Scales show only a Fraction Over 113
September 24
The house is rented. From now until March first but at only half our regular rent. Still, they have the house for such a short period and through its most uncomfortable months. And, anyway, it’s that much clear profit to me.
All I have to do now is learn how to build an igloo, for that February-March stretch.
September 25
Moved!
Only meant to take a few things of the utmost importance like silver, a few clothes, the records we like, my W.P.B. chart, and the last few volumes of Casanova. We ended up with six carloads of stuff. Lucretia was the first.
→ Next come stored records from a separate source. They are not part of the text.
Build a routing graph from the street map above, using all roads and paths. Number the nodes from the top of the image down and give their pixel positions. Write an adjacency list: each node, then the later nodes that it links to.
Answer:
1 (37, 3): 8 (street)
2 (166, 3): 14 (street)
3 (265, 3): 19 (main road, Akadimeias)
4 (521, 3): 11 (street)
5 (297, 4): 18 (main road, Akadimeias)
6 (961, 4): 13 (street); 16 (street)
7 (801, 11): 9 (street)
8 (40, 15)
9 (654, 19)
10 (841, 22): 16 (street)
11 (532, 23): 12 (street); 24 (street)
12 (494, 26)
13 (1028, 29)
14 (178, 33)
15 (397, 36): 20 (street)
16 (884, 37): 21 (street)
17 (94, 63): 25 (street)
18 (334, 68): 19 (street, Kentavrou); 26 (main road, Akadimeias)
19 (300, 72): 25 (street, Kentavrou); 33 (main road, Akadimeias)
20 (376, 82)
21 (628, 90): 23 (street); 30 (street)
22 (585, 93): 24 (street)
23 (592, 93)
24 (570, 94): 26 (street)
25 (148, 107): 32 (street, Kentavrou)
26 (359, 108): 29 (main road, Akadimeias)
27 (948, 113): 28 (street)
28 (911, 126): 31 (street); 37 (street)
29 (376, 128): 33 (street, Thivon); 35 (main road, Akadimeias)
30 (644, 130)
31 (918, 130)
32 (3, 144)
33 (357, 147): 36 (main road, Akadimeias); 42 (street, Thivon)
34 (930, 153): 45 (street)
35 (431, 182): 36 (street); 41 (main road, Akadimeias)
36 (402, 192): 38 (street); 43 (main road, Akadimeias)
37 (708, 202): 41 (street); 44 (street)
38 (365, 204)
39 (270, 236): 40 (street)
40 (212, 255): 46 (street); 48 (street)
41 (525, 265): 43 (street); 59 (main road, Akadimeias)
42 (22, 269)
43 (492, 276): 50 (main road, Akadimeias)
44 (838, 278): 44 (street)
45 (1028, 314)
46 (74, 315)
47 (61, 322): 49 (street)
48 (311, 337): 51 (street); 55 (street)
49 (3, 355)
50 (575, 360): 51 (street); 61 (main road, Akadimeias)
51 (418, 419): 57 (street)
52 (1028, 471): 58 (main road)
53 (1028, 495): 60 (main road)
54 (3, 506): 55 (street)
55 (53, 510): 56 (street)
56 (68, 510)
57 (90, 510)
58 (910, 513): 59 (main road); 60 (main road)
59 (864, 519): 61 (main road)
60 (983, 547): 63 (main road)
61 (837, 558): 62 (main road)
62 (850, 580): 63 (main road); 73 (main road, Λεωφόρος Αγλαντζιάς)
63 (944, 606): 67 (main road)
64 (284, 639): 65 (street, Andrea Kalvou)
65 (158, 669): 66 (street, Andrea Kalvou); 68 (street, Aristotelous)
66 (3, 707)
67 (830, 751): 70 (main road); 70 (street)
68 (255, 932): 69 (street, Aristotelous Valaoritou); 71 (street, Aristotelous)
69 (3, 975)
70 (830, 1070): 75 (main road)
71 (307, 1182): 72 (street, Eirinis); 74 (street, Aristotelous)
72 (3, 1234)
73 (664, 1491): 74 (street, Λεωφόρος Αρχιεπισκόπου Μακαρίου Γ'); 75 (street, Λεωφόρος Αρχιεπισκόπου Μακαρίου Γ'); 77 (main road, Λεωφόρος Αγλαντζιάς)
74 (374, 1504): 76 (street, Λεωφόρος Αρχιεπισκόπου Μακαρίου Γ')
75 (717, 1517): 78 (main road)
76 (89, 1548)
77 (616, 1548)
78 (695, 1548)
She observed the swimming pool and terrace, the house that would look at home in a platinum setting, and the kitchen right out of “House Beautiful”, and summed it all up. “Well, anyway, I don’t gotta fix no hot-water furnace.”
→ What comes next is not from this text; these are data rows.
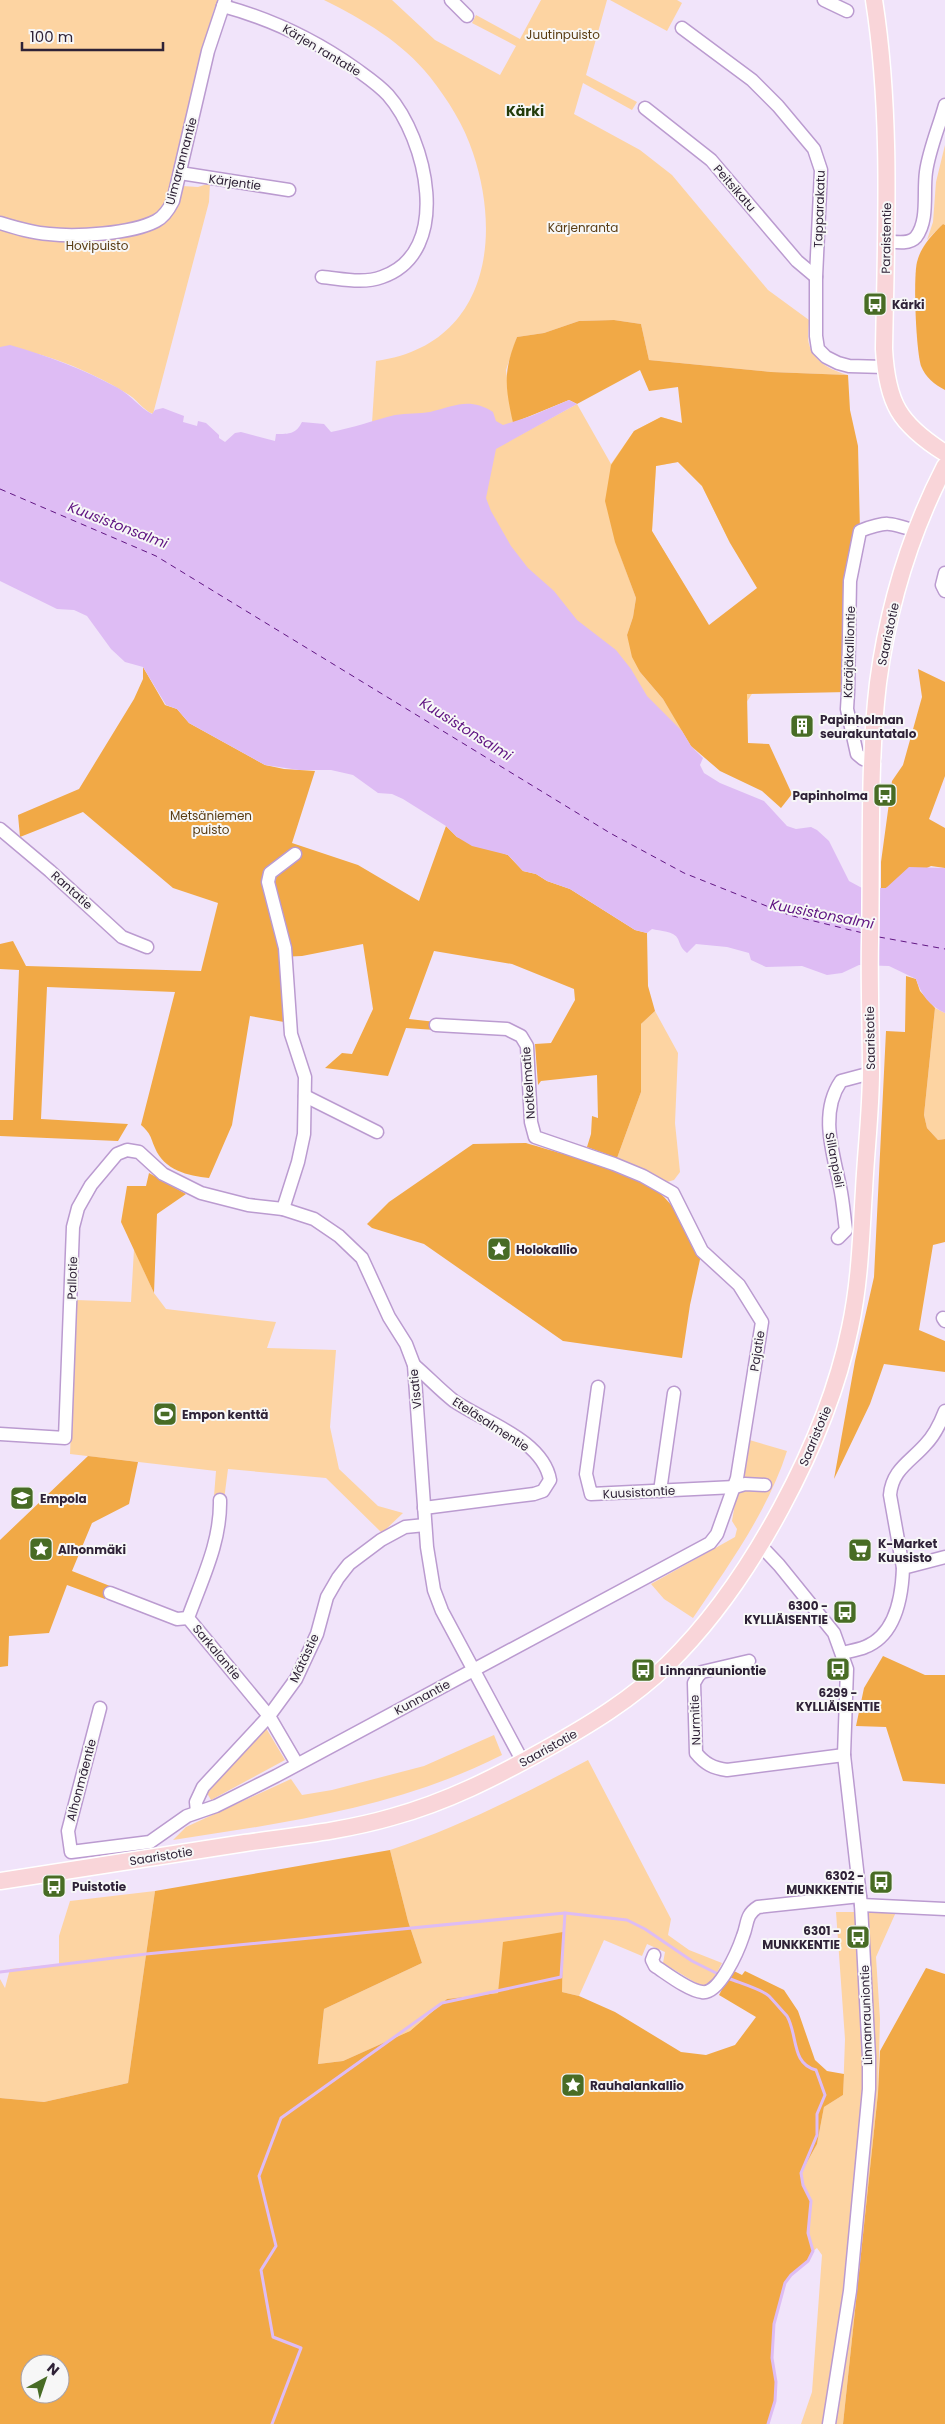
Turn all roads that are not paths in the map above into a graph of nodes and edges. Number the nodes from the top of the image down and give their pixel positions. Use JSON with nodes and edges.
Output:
{"nodes":[{"id":1,"x":451,"y":0,"type":"edge"},
{"id":2,"x":824,"y":0,"type":"edge"},
{"id":3,"x":874,"y":0,"type":"edge"},
{"id":4,"x":224,"y":3,"type":"edge"},
{"id":5,"x":847,"y":11,"type":"dead end"},
{"id":6,"x":467,"y":16,"type":"dead end"},
{"id":7,"x":682,"y":28,"type":"dead end"},
{"id":8,"x":945,"y":105,"type":"edge"},
{"id":9,"x":645,"y":108,"type":"dead end"},
{"id":10,"x":180,"y":173,"type":"junction"},
{"id":11,"x":289,"y":190,"type":"dead end"},
{"id":12,"x":0,"y":223,"type":"edge"},
{"id":13,"x":886,"y":241,"type":"junction"},
{"id":14,"x":322,"y":277,"type":"dead end"},
{"id":15,"x":816,"y":277,"type":"junction"},
{"id":16,"x":885,"y":366,"type":"junction"},
{"id":17,"x":945,"y":453,"type":"edge"},
{"id":18,"x":945,"y":466,"type":"edge"},
{"id":19,"x":915,"y":531,"type":"junction"},
{"id":20,"x":945,"y":572,"type":"edge"},
{"id":21,"x":945,"y":591,"type":"edge"},
{"id":22,"x":874,"y":761,"type":"junction"},
{"id":23,"x":0,"y":829,"type":"edge"},
{"id":24,"x":295,"y":854,"type":"dead end"},
{"id":25,"x":146,"y":947,"type":"dead end"},
{"id":26,"x":436,"y":1025,"type":"dead end"},
{"id":27,"x":871,"y":1073,"type":"junction"},
{"id":28,"x":305,"y":1096,"type":"junction"},
{"id":29,"x":377,"y":1132,"type":"dead end"},
{"id":30,"x":139,"y":1152,"type":"joint"},
{"id":31,"x":664,"y":1187,"type":"joint"},
{"id":32,"x":283,"y":1209,"type":"junction"},
{"id":33,"x":838,"y":1238,"type":"dead end"},
{"id":34,"x":414,"y":1364,"type":"junction"},
{"id":35,"x":598,"y":1387,"type":"dead end"},
{"id":36,"x":674,"y":1393,"type":"dead end"},
{"id":37,"x":945,"y":1411,"type":"edge"},
{"id":38,"x":0,"y":1434,"type":"edge"},
{"id":39,"x":765,"y":1485,"type":"dead end"},
{"id":40,"x":734,"y":1488,"type":"junction"},
{"id":41,"x":660,"y":1491,"type":"junction"},
{"id":42,"x":220,"y":1500,"type":"dead end"},
{"id":43,"x":424,"y":1508,"type":"junction"},
{"id":44,"x":425,"y":1525,"type":"junction"},
{"id":45,"x":759,"y":1544,"type":"junction"},
{"id":46,"x":945,"y":1558,"type":"edge"},
{"id":47,"x":904,"y":1568,"type":"junction"},
{"id":48,"x":110,"y":1593,"type":"dead end"},
{"id":49,"x":188,"y":1618,"type":"junction"},
{"id":50,"x":842,"y":1653,"type":"junction"},
{"id":51,"x":749,"y":1661,"type":"dead end"},
{"id":52,"x":473,"y":1670,"type":"junction"},
{"id":53,"x":100,"y":1708,"type":"dead end"},
{"id":54,"x":269,"y":1716,"type":"junction"},
{"id":55,"x":844,"y":1754,"type":"junction"},
{"id":56,"x":523,"y":1762,"type":"junction"},
{"id":57,"x":297,"y":1764,"type":"junction"},
{"id":58,"x":197,"y":1812,"type":"junction"},
{"id":59,"x":71,"y":1852,"type":"joint"},
{"id":60,"x":0,"y":1881,"type":"edge"},
{"id":61,"x":861,"y":1900,"type":"junction"},
{"id":62,"x":945,"y":1909,"type":"edge"},
{"id":63,"x":654,"y":1955,"type":"dead end"},
{"id":64,"x":829,"y":2424,"type":"edge"}],
"edges":[{"from":1,"to":6,"type":"street"},
{"from":2,"to":5,"type":"street"},
{"from":3,"to":13,"type":"main road","name":"Paraistentie"},
{"from":4,"to":10,"type":"street","name":"Uimarannantie"},
{"from":4,"to":14,"type":"street","name":"Kärjen rantatie"},
{"from":7,"to":15,"type":"street","name":"Tapparakatu"},
{"from":8,"to":13,"type":"street"},
{"from":9,"to":15,"type":"street","name":"Peitsikatu"},
{"from":10,"to":11,"type":"street","name":"Kärjentie"},
{"from":10,"to":12,"type":"street","name":"Uimarannantie"},
{"from":13,"to":16,"type":"main road","name":"Paraistentie"},
{"from":15,"to":16,"type":"street","name":"Tapparakatu"},
{"from":16,"to":17,"type":"main road","name":"Paraistentie"},
{"from":18,"to":19,"type":"main road","name":"Saaristotie"},
{"from":19,"to":22,"type":"main road","name":"Saaristotie"},
{"from":19,"to":22,"type":"street","name":"Käräjäkalliontie"},
{"from":20,"to":21,"type":"street"},
{"from":22,"to":27,"type":"main road","name":"Saaristotie"},
{"from":23,"to":25,"type":"street","name":"Rantatie"},
{"from":24,"to":28,"type":"street"},
{"from":26,"to":31,"type":"street","name":"Notkelmatie"},
{"from":27,"to":33,"type":"street","name":"Sillanpieli"},
{"from":27,"to":45,"type":"main road","name":"Saaristotie"},
{"from":28,"to":29,"type":"street"},
{"from":28,"to":32,"type":"street"},
{"from":30,"to":32,"type":"street","name":"Visatie"},
{"from":30,"to":38,"type":"street","name":"Pallotie"},
{"from":31,"to":40,"type":"street","name":"Pajatie"},
{"from":32,"to":34,"type":"street","name":"Visatie"},
{"from":34,"to":43,"type":"street","name":"Visatie"},
{"from":34,"to":43,"type":"street","name":"Eteläsalmentie"},
{"from":35,"to":41,"type":"street","name":"Kuusistontie"},
{"from":36,"to":41,"type":"street"},
{"from":37,"to":47,"type":"street"},
{"from":39,"to":40,"type":"street","name":"Kuusistontie"},
{"from":40,"to":41,"type":"street","name":"Kuusistontie"},
{"from":40,"to":52,"type":"street","name":"Kunnantie"},
{"from":42,"to":49,"type":"street","name":"Sarkalantie"},
{"from":43,"to":44,"type":"street","name":"Visatie"},
{"from":44,"to":52,"type":"street","name":"Visatie"},
{"from":44,"to":54,"type":"street","name":"Mätästie"},
{"from":45,"to":50,"type":"street","name":"Linnanrauniontie"},
{"from":45,"to":56,"type":"main road","name":"Saaristotie"},
{"from":46,"to":47,"type":"street"},
{"from":47,"to":50,"type":"street"},
{"from":48,"to":49,"type":"street"},
{"from":49,"to":54,"type":"street","name":"Sarkalantie"},
{"from":50,"to":55,"type":"street","name":"Linnanrauniontie"},
{"from":51,"to":55,"type":"street","name":"Nurmitie"},
{"from":52,"to":56,"type":"street","name":"Visatie"},
{"from":52,"to":57,"type":"street","name":"Kunnantie"},
{"from":53,"to":59,"type":"street","name":"Alhonmäentie"},
{"from":54,"to":57,"type":"street","name":"Sarkalantie"},
{"from":54,"to":58,"type":"street","name":"Mätästie"},
{"from":55,"to":61,"type":"street","name":"Linnanrauniontie"},
{"from":56,"to":60,"type":"main road","name":"Saaristotie"},
{"from":57,"to":58,"type":"street","name":"Kunnantie"},
{"from":58,"to":59,"type":"street","name":"Kunnantie"},
{"from":61,"to":62,"type":"street"},
{"from":61,"to":63,"type":"street"},
{"from":61,"to":64,"type":"street","name":"Linnanrauniontie"}]}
When, come nightfall, I fell exhausted into bed -beautiful, great, huge, luscious, pink-painted double beds-it was only to discover that the mattresses (Pat’s too) have dips in the middle like a fresh-dug quarry. Always a worm in the apple, but not every worm eats as deep as this.
September 26 Maybe it’s the excitement, or maybe it’s the effect of this pale pink and wine-red bathroom, but I was dam sick this A.M. I certainly am making a liar out of “Prenatal Care”, which insists that all this ends at twelve weeks.
What I ought to do, of course, is eat. Six meals a day, the book says. But I’m not hungry, like the book says I ought to be, except late at night, when the book says I ought not to be. Wonder if it really knows. We can’t both be right, and it’s me that’s having the baby.
There’s one advantage of no appetite, though, that neither the book nor the doctor mentions. I can still look a full length mirror in its full length.
In the other house, when I wanted to see if my slip showed, I had to climb on the dressing table stool, but this place is lousy with mirrors and bathroom scales. When I get up in the morning, when I climb out of my little pink tub there am I facing myself full length. Anywhere I go I can gloat over my beautiful “no bulge”. The scales show only a fraction over 113. The W.P.B. chart shows the measurements are just the same, except the bust, which is now 33 inches and that pleases me mightily. If my appetite were what the book says it ought to be, I’d probably have another tale to tell.
Later
Spent the day discovering how millionaires live.
The quantity of light switches in this house would baffle Edison himself. There’s a coast-to-coast network of servants’ buzzers-I can imagine Lucretia answering any of ‘em! And, there’s a telephone extension system that will certainly inflate our hitherto modest bills out of all recognition. Well, something has to bulge.
The living room is a story and a half high. It has a pale gold oriental rug, gold drapes at the casement windows, and hoary old Italian antiques all covered with patinas.
I just hope to the lord Harry that among usPat and me and Mickey and Lucretia-we don’t break any of the fragile lamps or scratch the silver grey floors and silver grey woodwork. And personally I hope I don’t get too weary of the mural over the fireplace~a scene out of a child’s fairy tale with a prancing horse, a racing Irish setter, a softeyed doe, grinning elves popping out from behind trees, and a drunken rabbit who glares at me every time I come in the room. I hope too that no one drops a cigarette on that enormous grand piano. In many ways I’m going to welcome the Spring.
And the dining room! On my left, as I dine in solitary splendor (on a bowl of tomato soup and crackers), two miles of French doors that open out on the terrace and swimming pool. On my right, two miles of plain but costly wall. In front, a mile and a half of polished table, at one end of which is me. Uncle Joe is way, way down at the other end.
Uncle Joe is the handsome ole boy in the frame.
He wears eighteenth century toggery and has a knowing look in his big blue eyes. I’ve definitely adopted him for the duration.
F or tea I chose the one thing I wanted-more tomato soup. And to fool Lucretia I prepared it myself. But, just as I was ready to sneak off with it, out popped Lucretia. “Why for you wants more soup?”
Hanging my head in shame, I took my stolen sweet and headed for the terrace, twelve steps above the blue-bottomed swimming pool. Sat me down on a cemetery bench of whitewashed wrought iron and gulped soup the while I gazed smugly over my estate. It looked pretty nice.
And then the brilliant idea struck me and I rushed to the ‘phone and called everyone we ever knew, sprinkled slightly with everyone I ever hated.